In July 1944 the division participated in the Lublin-Brest Offensive as part of the Operation Bagration and the beginning of the liberation of Poland.

===1945===
In January 1945 the division was part of the Vistula–Oder Offensive and the liberation of Poland.

In April 1945 it broke through enemy defenses at the Battle of the Seelow Heights, taking part in the Berlin Strategic Offensive.
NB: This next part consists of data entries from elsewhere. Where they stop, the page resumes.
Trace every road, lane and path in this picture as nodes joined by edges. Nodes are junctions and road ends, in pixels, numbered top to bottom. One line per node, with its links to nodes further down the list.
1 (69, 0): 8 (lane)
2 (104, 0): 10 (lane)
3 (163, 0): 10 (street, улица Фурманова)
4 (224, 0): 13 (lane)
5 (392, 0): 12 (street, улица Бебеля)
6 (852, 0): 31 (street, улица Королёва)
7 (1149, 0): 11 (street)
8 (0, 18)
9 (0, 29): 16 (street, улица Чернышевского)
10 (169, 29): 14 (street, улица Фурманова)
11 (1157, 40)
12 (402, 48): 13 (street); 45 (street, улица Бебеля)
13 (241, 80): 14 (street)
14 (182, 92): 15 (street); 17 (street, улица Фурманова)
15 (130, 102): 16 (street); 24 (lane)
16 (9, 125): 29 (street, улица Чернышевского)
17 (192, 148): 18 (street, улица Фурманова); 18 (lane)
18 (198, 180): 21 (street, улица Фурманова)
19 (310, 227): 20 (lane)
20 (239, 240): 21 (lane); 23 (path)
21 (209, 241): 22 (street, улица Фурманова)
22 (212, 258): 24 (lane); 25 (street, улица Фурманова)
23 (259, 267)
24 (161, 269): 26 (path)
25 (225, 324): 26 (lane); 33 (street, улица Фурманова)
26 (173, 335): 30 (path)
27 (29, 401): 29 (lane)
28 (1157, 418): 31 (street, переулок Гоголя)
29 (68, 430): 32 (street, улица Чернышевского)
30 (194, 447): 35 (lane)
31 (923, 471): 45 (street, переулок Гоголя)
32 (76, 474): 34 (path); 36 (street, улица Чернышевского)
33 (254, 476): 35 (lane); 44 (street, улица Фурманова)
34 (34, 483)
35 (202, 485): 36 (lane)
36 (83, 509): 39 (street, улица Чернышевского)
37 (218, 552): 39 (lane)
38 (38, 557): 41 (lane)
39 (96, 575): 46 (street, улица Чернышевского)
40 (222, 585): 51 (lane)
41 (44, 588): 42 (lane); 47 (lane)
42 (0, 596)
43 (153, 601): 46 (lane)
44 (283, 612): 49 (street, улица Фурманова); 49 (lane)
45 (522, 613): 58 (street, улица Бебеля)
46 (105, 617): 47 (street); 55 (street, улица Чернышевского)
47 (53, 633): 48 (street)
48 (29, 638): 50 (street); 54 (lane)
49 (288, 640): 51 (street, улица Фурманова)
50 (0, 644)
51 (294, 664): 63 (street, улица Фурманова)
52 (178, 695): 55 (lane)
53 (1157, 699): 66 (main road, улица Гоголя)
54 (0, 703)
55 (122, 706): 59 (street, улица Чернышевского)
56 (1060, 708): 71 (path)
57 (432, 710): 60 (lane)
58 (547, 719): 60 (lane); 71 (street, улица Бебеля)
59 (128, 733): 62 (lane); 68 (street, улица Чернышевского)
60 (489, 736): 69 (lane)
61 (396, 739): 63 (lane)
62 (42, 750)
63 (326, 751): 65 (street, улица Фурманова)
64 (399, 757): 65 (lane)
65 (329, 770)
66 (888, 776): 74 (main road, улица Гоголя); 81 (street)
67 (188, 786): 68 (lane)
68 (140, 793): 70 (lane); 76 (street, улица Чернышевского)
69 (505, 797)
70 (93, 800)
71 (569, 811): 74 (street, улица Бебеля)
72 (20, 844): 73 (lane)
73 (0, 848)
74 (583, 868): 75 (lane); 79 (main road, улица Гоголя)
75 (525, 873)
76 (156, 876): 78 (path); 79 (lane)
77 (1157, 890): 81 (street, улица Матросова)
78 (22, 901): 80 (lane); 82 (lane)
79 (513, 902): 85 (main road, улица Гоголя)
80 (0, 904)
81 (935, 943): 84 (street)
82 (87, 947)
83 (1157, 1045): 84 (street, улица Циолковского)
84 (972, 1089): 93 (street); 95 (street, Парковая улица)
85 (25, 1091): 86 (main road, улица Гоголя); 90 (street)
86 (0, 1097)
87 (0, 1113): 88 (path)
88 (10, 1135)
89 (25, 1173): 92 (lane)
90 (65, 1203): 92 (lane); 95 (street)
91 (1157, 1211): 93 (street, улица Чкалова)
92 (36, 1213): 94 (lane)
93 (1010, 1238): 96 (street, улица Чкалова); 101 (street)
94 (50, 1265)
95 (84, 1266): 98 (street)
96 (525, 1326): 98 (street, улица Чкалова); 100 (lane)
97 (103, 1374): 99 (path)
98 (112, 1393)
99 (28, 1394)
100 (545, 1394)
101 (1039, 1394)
During the war the division participated in the liberation of the cities of Izium, Nikopol, Krivoy Rog, Odessa, Poznan, Lodz, and taking Kustrin.

=== Postwar ===
The division became part of the Group of Soviet Forces in Germany along with its corps and army, and was disbanded in the summer of 1946.

== Subordination ==
- South-Western Front, 62nd Army - 1 April 1943.
- South-Western Front, 8th Guards Army, 29th Guards Rifle Corps - from 5 May 1943.
- 3rd Ukrainian Front, 8th Guards Army, 29th Guards Rifle Corps - about 20 October 1943.
- 1st Belorussian Front, 8th Guards Army, 29th Guards Rifle Corps — about 15 June 1944.
- With 8th Guards Army of the 1st Belorussian Front May 1945.

== Composition ==
- 226th Guards Rifle "Lodz" Regiment
- 236th Guards Rifle Regiment
- 240th Guards Rifle Regiment
- 157th Guards Artillery Regiment
- 82nd Guards separate antitank battalion
- 399th Guards antiaircraft battery (up to 13 April 1943)
- 76th Guards intelligence company
- 85th Guards sapper battalion
- 103rd Guards separate battalion
- 584th (77th) Medical battalion
- 73rd Guards separate company chemical protection
- 725th (78th) trucking company
- 659th (79th) field bakery
- 676th (75th) Divisional veterinary hospital
- 781st Field Postal Station
- 538th field ticket office of the State Bank

== Commanders ==
- Colonel Vasily Pavlovich Sokolov (1 March 1942 - 1 September 1943), 1943 promoted to major general
- Colonel Mikhail Ivanovich Yugatov (2 September 1943 - 29 November 1943)
- Colonel Adrian T. Kuzin (30 November 1943 - 31 January 1944)
- Colonel Dmitry Yevstigneyevich Bakanov (1 February 1944 - 1 May 1944)
- Colonel Karl Karlovich Mazheika (11 May 1944 - 3 June 1944)
- Major General Dmitry Yevstigneyevich Bakanov (4 June 1944 - 5 August 1945)

==Awards==
- Awarded the Order of Bogdan Khmelnitsky 2 degrees Order of Bogdan Khmelnitsky II degree
- 13 Feb 1944 — given the name "Nizhnedneprovskiy"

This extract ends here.